Copy out each line of the entries where the word "Harrier" is present.

- [AVAILABLE DATA]:

┄┄┄┄┄┄

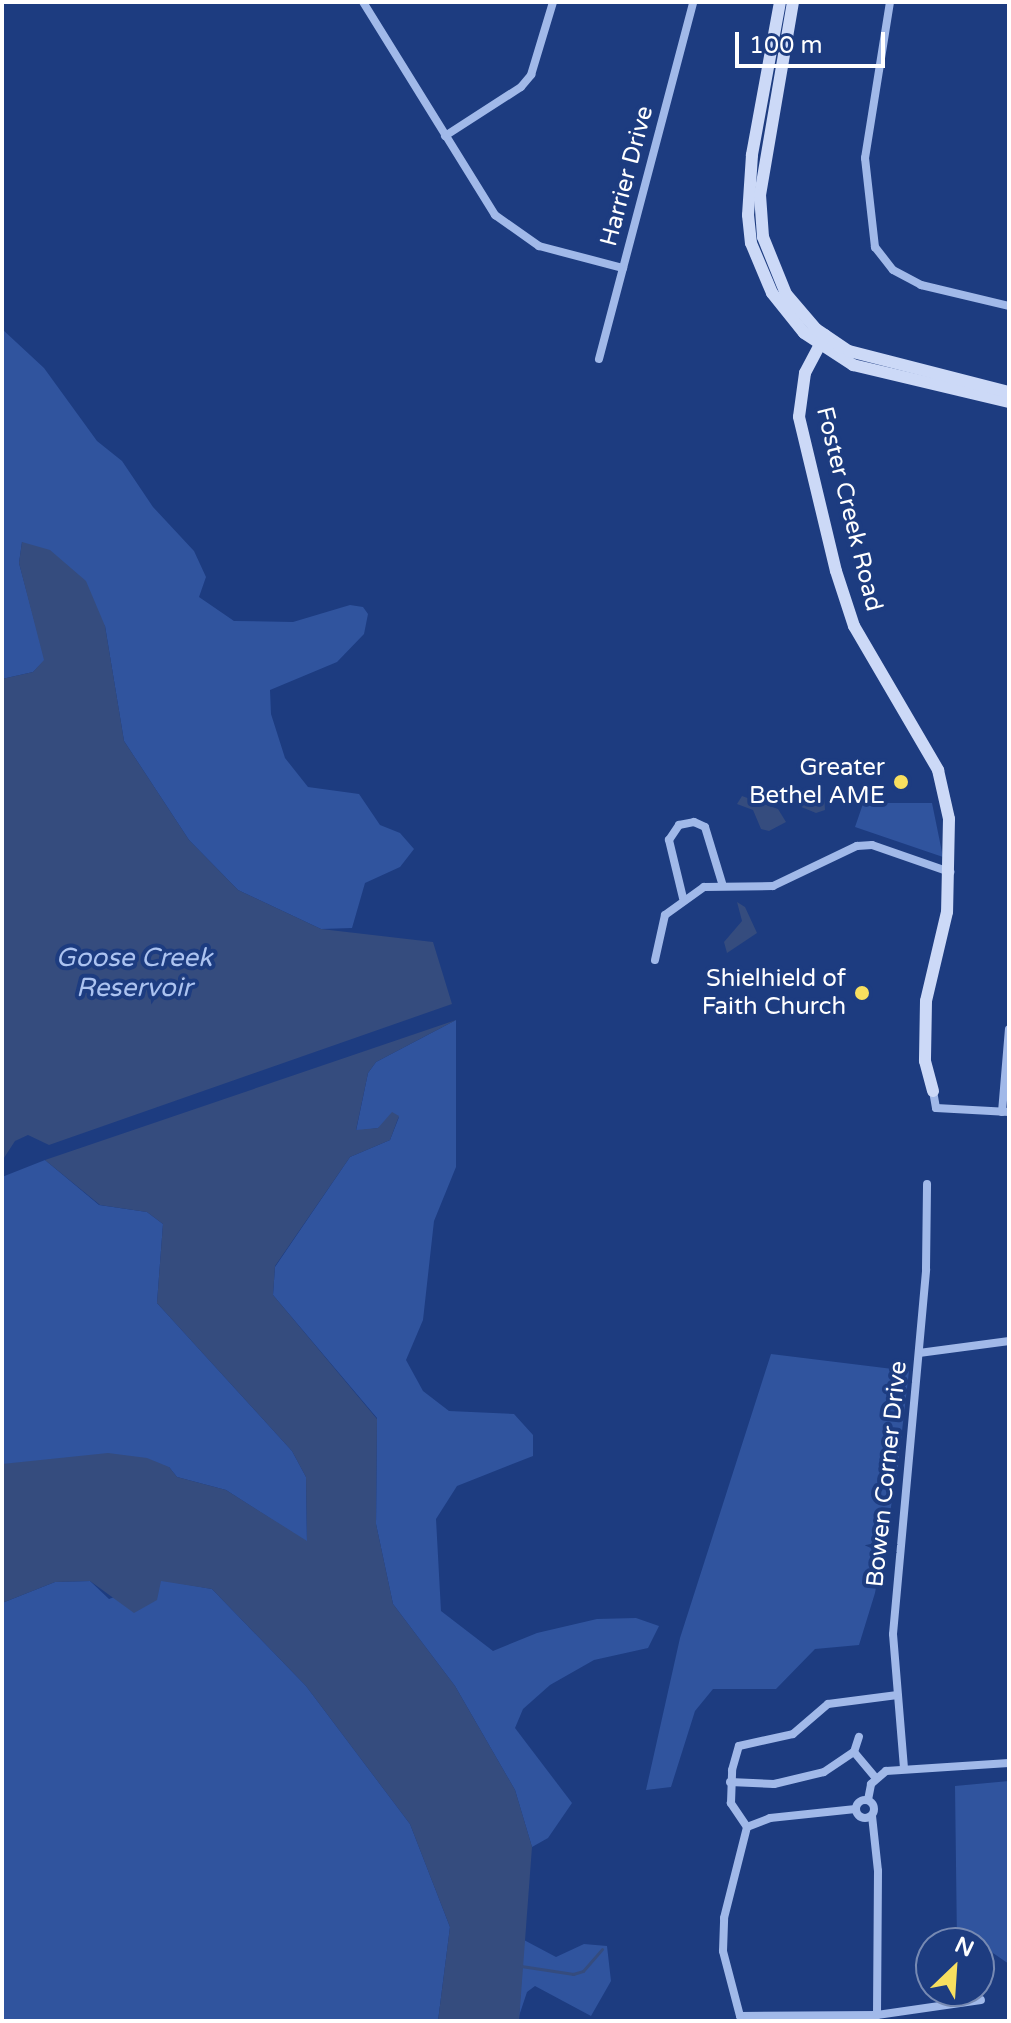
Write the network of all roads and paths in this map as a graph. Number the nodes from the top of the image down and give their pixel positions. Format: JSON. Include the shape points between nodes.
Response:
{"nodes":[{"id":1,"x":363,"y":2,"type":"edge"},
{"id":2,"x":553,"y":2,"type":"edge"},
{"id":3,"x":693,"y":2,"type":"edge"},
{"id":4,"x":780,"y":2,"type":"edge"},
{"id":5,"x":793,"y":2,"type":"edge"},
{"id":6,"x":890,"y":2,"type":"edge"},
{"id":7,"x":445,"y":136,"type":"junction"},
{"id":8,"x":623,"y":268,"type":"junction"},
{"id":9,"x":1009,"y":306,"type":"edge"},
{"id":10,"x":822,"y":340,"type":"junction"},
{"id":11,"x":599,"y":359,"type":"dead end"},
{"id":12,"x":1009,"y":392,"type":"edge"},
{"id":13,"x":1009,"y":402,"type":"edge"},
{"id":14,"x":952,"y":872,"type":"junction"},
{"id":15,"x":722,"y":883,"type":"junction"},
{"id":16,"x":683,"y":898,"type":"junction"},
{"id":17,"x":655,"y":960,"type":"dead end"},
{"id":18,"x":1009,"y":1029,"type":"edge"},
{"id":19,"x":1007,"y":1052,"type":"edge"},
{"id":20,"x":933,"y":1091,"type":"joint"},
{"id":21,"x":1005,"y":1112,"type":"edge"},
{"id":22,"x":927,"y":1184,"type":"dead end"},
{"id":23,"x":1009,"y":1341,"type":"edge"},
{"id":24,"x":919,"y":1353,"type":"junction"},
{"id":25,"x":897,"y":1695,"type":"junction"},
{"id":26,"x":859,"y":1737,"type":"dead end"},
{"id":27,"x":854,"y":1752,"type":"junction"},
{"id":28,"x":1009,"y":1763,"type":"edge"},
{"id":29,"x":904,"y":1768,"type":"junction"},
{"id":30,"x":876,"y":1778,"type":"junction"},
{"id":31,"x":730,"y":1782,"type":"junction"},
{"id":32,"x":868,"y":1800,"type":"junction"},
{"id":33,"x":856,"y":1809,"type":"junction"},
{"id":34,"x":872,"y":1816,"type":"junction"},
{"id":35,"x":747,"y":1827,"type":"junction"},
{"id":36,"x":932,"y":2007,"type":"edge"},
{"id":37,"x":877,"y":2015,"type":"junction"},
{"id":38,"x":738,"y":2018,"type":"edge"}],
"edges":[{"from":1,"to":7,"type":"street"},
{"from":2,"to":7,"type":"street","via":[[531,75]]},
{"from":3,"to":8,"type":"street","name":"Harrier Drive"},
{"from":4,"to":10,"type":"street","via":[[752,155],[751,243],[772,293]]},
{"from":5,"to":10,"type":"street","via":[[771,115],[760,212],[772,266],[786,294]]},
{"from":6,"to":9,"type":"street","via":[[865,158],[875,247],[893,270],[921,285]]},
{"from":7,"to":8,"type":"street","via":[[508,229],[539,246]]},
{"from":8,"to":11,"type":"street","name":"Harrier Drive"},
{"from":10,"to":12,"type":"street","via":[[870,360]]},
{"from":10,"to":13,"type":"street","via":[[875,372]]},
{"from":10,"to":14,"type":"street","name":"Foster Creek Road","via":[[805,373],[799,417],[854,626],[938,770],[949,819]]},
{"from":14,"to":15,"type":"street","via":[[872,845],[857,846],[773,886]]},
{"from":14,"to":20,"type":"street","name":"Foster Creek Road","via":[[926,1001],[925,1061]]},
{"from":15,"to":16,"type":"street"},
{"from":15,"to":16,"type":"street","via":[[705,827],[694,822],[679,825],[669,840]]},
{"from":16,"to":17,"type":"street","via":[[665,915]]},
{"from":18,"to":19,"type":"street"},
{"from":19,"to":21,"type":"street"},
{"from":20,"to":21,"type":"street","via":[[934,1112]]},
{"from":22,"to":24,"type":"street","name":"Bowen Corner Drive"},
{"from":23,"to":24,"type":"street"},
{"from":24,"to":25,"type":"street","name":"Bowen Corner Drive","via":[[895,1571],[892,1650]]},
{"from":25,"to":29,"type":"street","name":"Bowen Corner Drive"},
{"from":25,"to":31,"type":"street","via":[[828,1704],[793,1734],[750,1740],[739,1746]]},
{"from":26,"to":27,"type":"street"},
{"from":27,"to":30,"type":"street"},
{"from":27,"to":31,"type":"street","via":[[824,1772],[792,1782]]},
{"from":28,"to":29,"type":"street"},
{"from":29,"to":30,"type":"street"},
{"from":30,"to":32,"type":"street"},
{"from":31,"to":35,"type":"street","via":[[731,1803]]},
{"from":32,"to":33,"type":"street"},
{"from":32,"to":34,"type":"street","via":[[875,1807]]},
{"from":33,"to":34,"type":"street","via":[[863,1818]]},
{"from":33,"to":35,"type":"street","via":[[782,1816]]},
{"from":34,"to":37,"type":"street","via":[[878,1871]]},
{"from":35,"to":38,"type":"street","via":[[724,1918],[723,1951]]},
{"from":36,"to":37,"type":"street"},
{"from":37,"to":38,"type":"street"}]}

┄┄┄┄┄┄

- [TASK OUTPUT]:
{"from":3,"to":8,"type":"street","name":"Harrier Drive"},
{"from":8,"to":11,"type":"street","name":"Harrier Drive"},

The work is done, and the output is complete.